Their mothers, who were single parents, took off at various stages of their lives, and only their grandmother can fend for them. They are just a sample of tens or thousands of others who face similar circumstances.

This is even as the government, through the Ministry of Education, may have made us believe that all is well. At the desk, we also been made aware of cases of pupils who never managed to sit the KCPE examination for various reasons and who are having a hard time getting admitted to secondary schools.

Remember, the Ministry of Education allowed all those who missed out on the KCPE examination to proceed with secondary education and later do an exam that would allow them to be fully integrated. However, that process may not have been well elaborated for the intended beneficiaries. These are children that may even need a little coercing from their state of hopelessness.

 I advise that every primary school be made to account for at least every pupil that sat the exam and whether they proceeded to Form One or not. Secondly, they must also account for any dropouts prior to the examination period.

That’s not all; the delay in government capitation has made most school heads quite strict with fee payments. As they closed for the first term holiday, most schools gave ultimatums for students to settle any fee arrears and make subsequent payments as they report back next week.

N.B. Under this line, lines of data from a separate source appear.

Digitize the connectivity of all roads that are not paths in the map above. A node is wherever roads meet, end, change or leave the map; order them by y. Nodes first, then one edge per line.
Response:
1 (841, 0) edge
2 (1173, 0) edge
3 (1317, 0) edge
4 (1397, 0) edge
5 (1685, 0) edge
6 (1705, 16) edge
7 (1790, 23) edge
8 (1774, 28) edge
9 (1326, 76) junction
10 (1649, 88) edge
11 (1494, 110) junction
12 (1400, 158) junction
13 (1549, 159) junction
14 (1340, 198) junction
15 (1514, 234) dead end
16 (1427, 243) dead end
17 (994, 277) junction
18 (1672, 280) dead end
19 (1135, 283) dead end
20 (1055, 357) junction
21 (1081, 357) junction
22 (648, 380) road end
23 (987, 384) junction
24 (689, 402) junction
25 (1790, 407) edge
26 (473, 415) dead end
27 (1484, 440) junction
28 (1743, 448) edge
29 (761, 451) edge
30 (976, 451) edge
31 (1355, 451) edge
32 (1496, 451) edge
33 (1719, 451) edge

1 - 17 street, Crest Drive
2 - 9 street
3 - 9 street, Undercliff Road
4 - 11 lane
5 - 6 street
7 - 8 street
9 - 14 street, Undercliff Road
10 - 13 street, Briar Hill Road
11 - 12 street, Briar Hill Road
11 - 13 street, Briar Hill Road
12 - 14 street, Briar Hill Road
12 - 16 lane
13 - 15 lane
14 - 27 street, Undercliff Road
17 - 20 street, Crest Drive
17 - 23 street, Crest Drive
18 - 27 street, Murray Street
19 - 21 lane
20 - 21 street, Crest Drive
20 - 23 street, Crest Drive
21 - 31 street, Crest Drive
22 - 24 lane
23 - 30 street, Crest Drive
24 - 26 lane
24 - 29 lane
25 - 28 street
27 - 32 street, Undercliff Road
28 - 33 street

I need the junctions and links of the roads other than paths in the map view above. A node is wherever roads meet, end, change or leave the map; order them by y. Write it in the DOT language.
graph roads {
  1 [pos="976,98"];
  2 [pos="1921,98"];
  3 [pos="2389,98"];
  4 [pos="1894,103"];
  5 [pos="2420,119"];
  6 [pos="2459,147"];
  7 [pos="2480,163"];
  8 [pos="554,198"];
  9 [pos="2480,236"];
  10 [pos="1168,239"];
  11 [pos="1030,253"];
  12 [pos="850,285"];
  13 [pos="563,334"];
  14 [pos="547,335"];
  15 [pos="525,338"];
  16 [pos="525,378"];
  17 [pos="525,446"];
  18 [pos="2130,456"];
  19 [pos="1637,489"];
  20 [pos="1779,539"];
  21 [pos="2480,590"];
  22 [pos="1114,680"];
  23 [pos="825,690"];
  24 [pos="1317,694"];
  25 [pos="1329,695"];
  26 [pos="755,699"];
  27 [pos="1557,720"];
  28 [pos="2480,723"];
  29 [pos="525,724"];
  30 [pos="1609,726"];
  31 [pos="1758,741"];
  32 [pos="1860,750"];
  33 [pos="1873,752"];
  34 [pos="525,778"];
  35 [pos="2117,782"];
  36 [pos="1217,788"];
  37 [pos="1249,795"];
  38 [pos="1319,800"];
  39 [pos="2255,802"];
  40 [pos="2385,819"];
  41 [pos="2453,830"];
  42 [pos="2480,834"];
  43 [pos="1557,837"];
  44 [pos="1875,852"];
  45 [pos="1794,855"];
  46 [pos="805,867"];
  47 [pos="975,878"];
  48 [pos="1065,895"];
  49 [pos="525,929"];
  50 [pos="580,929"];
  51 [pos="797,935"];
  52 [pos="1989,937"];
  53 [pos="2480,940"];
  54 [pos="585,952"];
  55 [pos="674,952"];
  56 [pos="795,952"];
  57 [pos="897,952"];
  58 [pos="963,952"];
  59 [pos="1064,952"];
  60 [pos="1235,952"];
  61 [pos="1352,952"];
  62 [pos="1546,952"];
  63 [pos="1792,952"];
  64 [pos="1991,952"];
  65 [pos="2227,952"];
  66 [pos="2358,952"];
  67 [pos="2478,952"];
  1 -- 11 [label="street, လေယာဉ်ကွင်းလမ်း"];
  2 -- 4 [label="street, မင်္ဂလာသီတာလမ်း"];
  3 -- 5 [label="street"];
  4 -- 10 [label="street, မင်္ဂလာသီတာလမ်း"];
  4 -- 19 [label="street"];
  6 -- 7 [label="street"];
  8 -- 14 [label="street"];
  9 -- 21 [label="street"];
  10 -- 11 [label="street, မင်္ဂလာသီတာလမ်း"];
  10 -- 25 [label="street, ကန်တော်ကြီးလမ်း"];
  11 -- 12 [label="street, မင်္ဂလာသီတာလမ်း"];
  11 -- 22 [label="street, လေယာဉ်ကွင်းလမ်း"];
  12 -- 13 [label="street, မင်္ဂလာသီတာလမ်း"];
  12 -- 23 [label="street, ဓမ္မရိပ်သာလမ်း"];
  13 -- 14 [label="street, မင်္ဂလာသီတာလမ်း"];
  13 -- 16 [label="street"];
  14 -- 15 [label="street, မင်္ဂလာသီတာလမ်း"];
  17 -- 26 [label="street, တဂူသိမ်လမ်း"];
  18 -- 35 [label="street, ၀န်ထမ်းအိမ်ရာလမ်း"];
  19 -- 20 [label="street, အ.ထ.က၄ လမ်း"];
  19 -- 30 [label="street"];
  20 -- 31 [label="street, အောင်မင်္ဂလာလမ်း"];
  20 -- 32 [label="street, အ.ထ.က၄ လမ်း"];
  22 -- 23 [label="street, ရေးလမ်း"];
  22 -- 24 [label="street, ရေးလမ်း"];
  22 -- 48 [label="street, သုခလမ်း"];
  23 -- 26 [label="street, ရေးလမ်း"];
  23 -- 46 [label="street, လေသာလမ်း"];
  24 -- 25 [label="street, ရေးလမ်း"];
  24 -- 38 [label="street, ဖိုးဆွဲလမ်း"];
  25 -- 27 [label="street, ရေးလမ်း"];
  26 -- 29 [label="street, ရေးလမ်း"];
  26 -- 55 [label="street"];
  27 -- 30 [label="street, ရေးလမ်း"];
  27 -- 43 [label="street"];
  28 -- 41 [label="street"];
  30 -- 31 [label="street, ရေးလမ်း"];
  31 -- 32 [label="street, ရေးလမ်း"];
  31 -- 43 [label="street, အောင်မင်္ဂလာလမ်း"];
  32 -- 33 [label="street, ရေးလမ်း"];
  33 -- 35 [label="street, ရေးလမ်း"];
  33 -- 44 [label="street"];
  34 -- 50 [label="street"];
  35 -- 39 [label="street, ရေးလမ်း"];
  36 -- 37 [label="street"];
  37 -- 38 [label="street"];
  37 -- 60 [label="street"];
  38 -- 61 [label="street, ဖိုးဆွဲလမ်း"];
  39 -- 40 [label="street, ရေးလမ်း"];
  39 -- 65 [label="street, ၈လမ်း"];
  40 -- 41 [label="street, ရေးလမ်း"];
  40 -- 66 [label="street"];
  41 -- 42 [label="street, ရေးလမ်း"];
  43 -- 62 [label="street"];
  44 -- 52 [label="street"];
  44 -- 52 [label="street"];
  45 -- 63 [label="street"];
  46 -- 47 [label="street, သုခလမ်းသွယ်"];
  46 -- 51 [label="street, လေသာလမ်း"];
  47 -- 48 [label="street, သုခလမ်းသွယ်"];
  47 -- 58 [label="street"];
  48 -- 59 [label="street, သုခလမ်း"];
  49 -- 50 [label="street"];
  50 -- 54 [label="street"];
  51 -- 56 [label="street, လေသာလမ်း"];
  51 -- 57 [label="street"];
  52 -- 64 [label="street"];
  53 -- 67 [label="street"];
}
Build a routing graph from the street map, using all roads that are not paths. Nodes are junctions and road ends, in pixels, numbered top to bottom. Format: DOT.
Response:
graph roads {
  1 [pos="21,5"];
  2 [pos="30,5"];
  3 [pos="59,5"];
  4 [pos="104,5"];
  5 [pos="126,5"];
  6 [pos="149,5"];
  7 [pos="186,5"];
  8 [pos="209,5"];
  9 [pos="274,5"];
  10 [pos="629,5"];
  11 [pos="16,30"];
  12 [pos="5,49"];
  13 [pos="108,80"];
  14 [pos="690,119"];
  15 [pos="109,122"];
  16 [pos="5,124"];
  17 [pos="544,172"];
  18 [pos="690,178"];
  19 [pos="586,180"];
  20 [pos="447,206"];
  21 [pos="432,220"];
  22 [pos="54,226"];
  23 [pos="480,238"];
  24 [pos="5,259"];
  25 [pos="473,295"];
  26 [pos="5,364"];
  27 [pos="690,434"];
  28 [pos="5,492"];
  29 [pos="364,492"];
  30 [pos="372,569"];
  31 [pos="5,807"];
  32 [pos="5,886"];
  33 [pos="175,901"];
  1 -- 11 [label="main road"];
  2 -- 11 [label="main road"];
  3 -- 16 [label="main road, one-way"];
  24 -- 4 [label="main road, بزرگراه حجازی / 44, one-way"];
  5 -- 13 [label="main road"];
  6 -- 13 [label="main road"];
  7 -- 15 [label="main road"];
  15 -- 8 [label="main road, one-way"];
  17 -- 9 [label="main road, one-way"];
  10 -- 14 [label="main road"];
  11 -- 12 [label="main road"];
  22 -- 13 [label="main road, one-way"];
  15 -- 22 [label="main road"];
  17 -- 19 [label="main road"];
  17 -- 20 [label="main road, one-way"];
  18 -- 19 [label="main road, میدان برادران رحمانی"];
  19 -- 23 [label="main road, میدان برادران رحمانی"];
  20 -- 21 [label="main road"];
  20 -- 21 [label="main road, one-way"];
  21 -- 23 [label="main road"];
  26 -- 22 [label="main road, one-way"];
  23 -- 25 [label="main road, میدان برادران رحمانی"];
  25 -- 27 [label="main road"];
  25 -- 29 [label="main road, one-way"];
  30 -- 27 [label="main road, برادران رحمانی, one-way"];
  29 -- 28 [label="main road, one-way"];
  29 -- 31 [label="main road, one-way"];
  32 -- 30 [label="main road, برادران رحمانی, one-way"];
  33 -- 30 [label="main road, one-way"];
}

What that means is that come term two, a number of students are likely to keep away or be turned away. It is important that the Ministry of Education takes care not to allow the number of pupils and students dropping out of school to rise.

According to a report published by the Kenya Institute of Curriculum Development on Foundational Literacy and Numeracy Assessment, the percentage of school-going children up to 15 years old who were out of school increased from 7.5 percent to 8.5 percent.

Four out of 10 of the children involved in the survey said that they kept out of school due to lack of fees. That is already a worrying trend. Most boys are likely to end up in crime or poverty.

Most girls who drop out of school are likely to end up as single mothers after short stints in quickly arranged marriages or experimental relationships. The Constitution says every child has a right to free and compulsory education. Let that be a reality for all.